Source data -
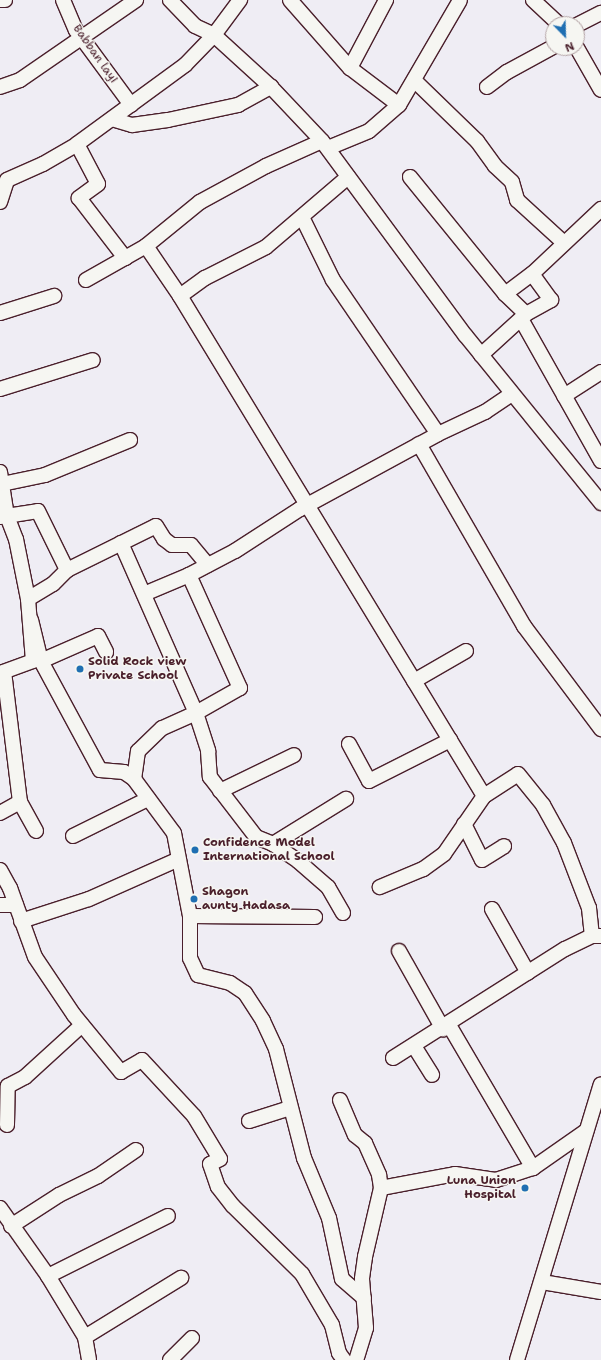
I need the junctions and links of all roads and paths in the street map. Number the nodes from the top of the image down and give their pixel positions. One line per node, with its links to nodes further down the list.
1 (0, 0): 2 (street)
2 (5, 0)
3 (63, 0): 15 (street, Babban layi)
4 (136, 0): 15 (street)
5 (170, 0): 14 (street)
6 (240, 0): 14 (street)
7 (290, 0): 18 (street)
8 (386, 0): 18 (street)
9 (460, 0): 19 (street)
10 (533, 0): 12 (street)
11 (601, 13): 13 (street)
12 (550, 16)
13 (585, 21)
14 (214, 35): 21 (street); 24 (street)
15 (82, 36): 20 (street); 24 (street, Babban layi)
16 (545, 51): 22 (street)
17 (582, 56): 23 (street)
18 (350, 68): 25 (street)
19 (414, 80): 25 (street); 34 (street)
20 (0, 87)
21 (271, 87): 26 (street); 28 (street)
22 (487, 87)
23 (601, 90)
24 (131, 105): 26 (street)
25 (399, 106): 28 (street)
26 (112, 119): 27 (street)
27 (77, 144): 31 (street); 36 (street)
28 (325, 145): 29 (street); 35 (street)
29 (348, 177): 33 (street); 44 (street)
30 (410, 177): 39 (street)
31 (0, 202)
32 (601, 209): 34 (street)
33 (302, 217): 41 (street); 50 (street)
34 (563, 242): 37 (street)
35 (146, 246): 36 (street); 41 (street)
36 (125, 258): 38 (street)
37 (532, 274): 39 (street); 43 (street)
38 (86, 280)
39 (505, 294): 43 (street)
40 (54, 296): 42 (street)
41 (180, 296): 56 (street)
42 (0, 313)
43 (524, 317): 44 (street); 49 (street)
44 (481, 355): 48 (street)
45 (93, 360): 47 (street)
46 (601, 372): 49 (street)
47 (0, 389)
48 (512, 394): 50 (street); 55 (street)
49 (564, 396): 53 (street)
50 (438, 434): 52 (street)
51 (130, 440): 54 (street)
52 (418, 444): 56 (street); 71 (street)
53 (601, 461)
54 (1, 478): 57 (street)
55 (601, 503)
56 (307, 505): 59 (street); 69 (street)
57 (4, 517): 60 (street); 63 (street)
58 (121, 543): 59 (street); 60 (street); 62 (street)
59 (208, 565): 61 (street)
60 (67, 570): 63 (street)
61 (188, 575): 62 (street); 70 (street)
62 (144, 594): 70 (street)
63 (28, 599): 64 (street)
64 (31, 620): 67 (street); 68 (street)
65 (466, 651): 69 (street)
66 (106, 652): 67 (street)
67 (41, 661): 75 (street)
68 (2, 672): 80 (street)
69 (414, 681): 72 (street)
70 (196, 713): 75 (street); 76 (street)
71 (601, 729)
72 (450, 740): 73 (street); 77 (street)
73 (349, 744)
74 (294, 755): 76 (street)
75 (134, 779): 78 (street)
76 (220, 791): 85 (street)
77 (484, 796): 82 (street); 97 (street)
78 (148, 799): 84 (street); 87 (street)
79 (346, 799): 85 (street)
80 (20, 802): 81 (street); 83 (street)
81 (0, 814)
82 (464, 824): 86 (street); 89 (street)
83 (36, 831)
84 (73, 836)
85 (273, 844): 93 (street)
86 (504, 846)
87 (179, 859): 94 (street); 96 (street)
88 (0, 870): 91 (street)
89 (380, 887)
90 (0, 905): 91 (street)
91 (16, 906): 96 (street)
92 (492, 909): 99 (street)
93 (343, 913)
94 (190, 916): 95 (street); 107 (street)
95 (315, 917)
96 (22, 921): 100 (street)
97 (597, 936): 99 (street)
98 (399, 951): 101 (street)
99 (528, 973): 101 (street)
100 (82, 1025): 109 (street); 126 (street)
101 (446, 1027): 102 (street); 112 (street)
102 (414, 1046): 103 (street); 104 (street)
103 (393, 1058)
104 (432, 1075)
105 (601, 1084): 110 (street)
106 (340, 1100): 113 (street)
107 (290, 1108): 108 (street); 121 (street)
108 (249, 1121)
109 (7, 1125)
110 (586, 1131): 112 (street); 119 (street)
111 (136, 1150): 116 (street)
112 (533, 1168): 113 (street)
113 (381, 1188): 121 (street)
114 (0, 1208): 116 (street)
115 (168, 1216): 117 (street)
116 (11, 1226): 117 (street)
117 (48, 1276): 122 (street)
118 (181, 1278): 122 (street)
119 (542, 1282): 120 (street); 128 (street)
120 (601, 1292)
121 (364, 1298): 127 (street)
122 (85, 1338): 124 (street)
123 (192, 1338): 125 (street)
124 (89, 1360)
125 (170, 1360)
126 (344, 1360)
127 (356, 1360)
128 (517, 1360)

Try it - Make a word-for-word copy of the entries, without any pictures.

Solution for this problem -
I need the junctions and links of all roads and paths in the street map. Number the nodes from the top of the image down and give their pixel positions. One line per node, with its links to nodes further down the list.
1 (0, 0): 2 (street)
2 (5, 0)
3 (63, 0): 15 (street, Babban layi)
4 (136, 0): 15 (street)
5 (170, 0): 14 (street)
6 (240, 0): 14 (street)
7 (290, 0): 18 (street)
8 (386, 0): 18 (street)
9 (460, 0): 19 (street)
10 (533, 0): 12 (street)
11 (601, 13): 13 (street)
12 (550, 16)
13 (585, 21)
14 (214, 35): 21 (street); 24 (street)
15 (82, 36): 20 (street); 24 (street, Babban layi)
16 (545, 51): 22 (street)
17 (582, 56): 23 (street)
18 (350, 68): 25 (street)
19 (414, 80): 25 (street); 34 (street)
20 (0, 87)
21 (271, 87): 26 (street); 28 (street)
22 (487, 87)
23 (601, 90)
24 (131, 105): 26 (street)
25 (399, 106): 28 (street)
26 (112, 119): 27 (street)
27 (77, 144): 31 (street); 36 (street)
28 (325, 145): 29 (street); 35 (street)
29 (348, 177): 33 (street); 44 (street)
30 (410, 177): 39 (street)
31 (0, 202)
32 (601, 209): 34 (street)
33 (302, 217): 41 (street); 50 (street)
34 (563, 242): 37 (street)
35 (146, 246): 36 (street); 41 (street)
36 (125, 258): 38 (street)
37 (532, 274): 39 (street); 43 (street)
38 (86, 280)
39 (505, 294): 43 (street)
40 (54, 296): 42 (street)
41 (180, 296): 56 (street)
42 (0, 313)
43 (524, 317): 44 (street); 49 (street)
44 (481, 355): 48 (street)
45 (93, 360): 47 (street)
46 (601, 372): 49 (street)
47 (0, 389)
48 (512, 394): 50 (street); 55 (street)
49 (564, 396): 53 (street)
50 (438, 434): 52 (street)
51 (130, 440): 54 (street)
52 (418, 444): 56 (street); 71 (street)
53 (601, 461)
54 (1, 478): 57 (street)
55 (601, 503)
56 (307, 505): 59 (street); 69 (street)
57 (4, 517): 60 (street); 63 (street)
58 (121, 543): 59 (street); 60 (street); 62 (street)
59 (208, 565): 61 (street)
60 (67, 570): 63 (street)
61 (188, 575): 62 (street); 70 (street)
62 (144, 594): 70 (street)
63 (28, 599): 64 (street)
64 (31, 620): 67 (street); 68 (street)
65 (466, 651): 69 (street)
66 (106, 652): 67 (street)
67 (41, 661): 75 (street)
68 (2, 672): 80 (street)
69 (414, 681): 72 (street)
70 (196, 713): 75 (street); 76 (street)
71 (601, 729)
72 (450, 740): 73 (street); 77 (street)
73 (349, 744)
74 (294, 755): 76 (street)
75 (134, 779): 78 (street)
76 (220, 791): 85 (street)
77 (484, 796): 82 (street); 97 (street)
78 (148, 799): 84 (street); 87 (street)
79 (346, 799): 85 (street)
80 (20, 802): 81 (street); 83 (street)
81 (0, 814)
82 (464, 824): 86 (street); 89 (street)
83 (36, 831)
84 (73, 836)
85 (273, 844): 93 (street)
86 (504, 846)
87 (179, 859): 94 (street); 96 (street)
88 (0, 870): 91 (street)
89 (380, 887)
90 (0, 905): 91 (street)
91 (16, 906): 96 (street)
92 (492, 909): 99 (street)
93 (343, 913)
94 (190, 916): 95 (street); 107 (street)
95 (315, 917)
96 (22, 921): 100 (street)
97 (597, 936): 99 (street)
98 (399, 951): 101 (street)
99 (528, 973): 101 (street)
100 (82, 1025): 109 (street); 126 (street)
101 (446, 1027): 102 (street); 112 (street)
102 (414, 1046): 103 (street); 104 (street)
103 (393, 1058)
104 (432, 1075)
105 (601, 1084): 110 (street)
106 (340, 1100): 113 (street)
107 (290, 1108): 108 (street); 121 (street)
108 (249, 1121)
109 (7, 1125)
110 (586, 1131): 112 (street); 119 (street)
111 (136, 1150): 116 (street)
112 (533, 1168): 113 (street)
113 (381, 1188): 121 (street)
114 (0, 1208): 116 (street)
115 (168, 1216): 117 (street)
116 (11, 1226): 117 (street)
117 (48, 1276): 122 (street)
118 (181, 1278): 122 (street)
119 (542, 1282): 120 (street); 128 (street)
120 (601, 1292)
121 (364, 1298): 127 (street)
122 (85, 1338): 124 (street)
123 (192, 1338): 125 (street)
124 (89, 1360)
125 (170, 1360)
126 (344, 1360)
127 (356, 1360)
128 (517, 1360)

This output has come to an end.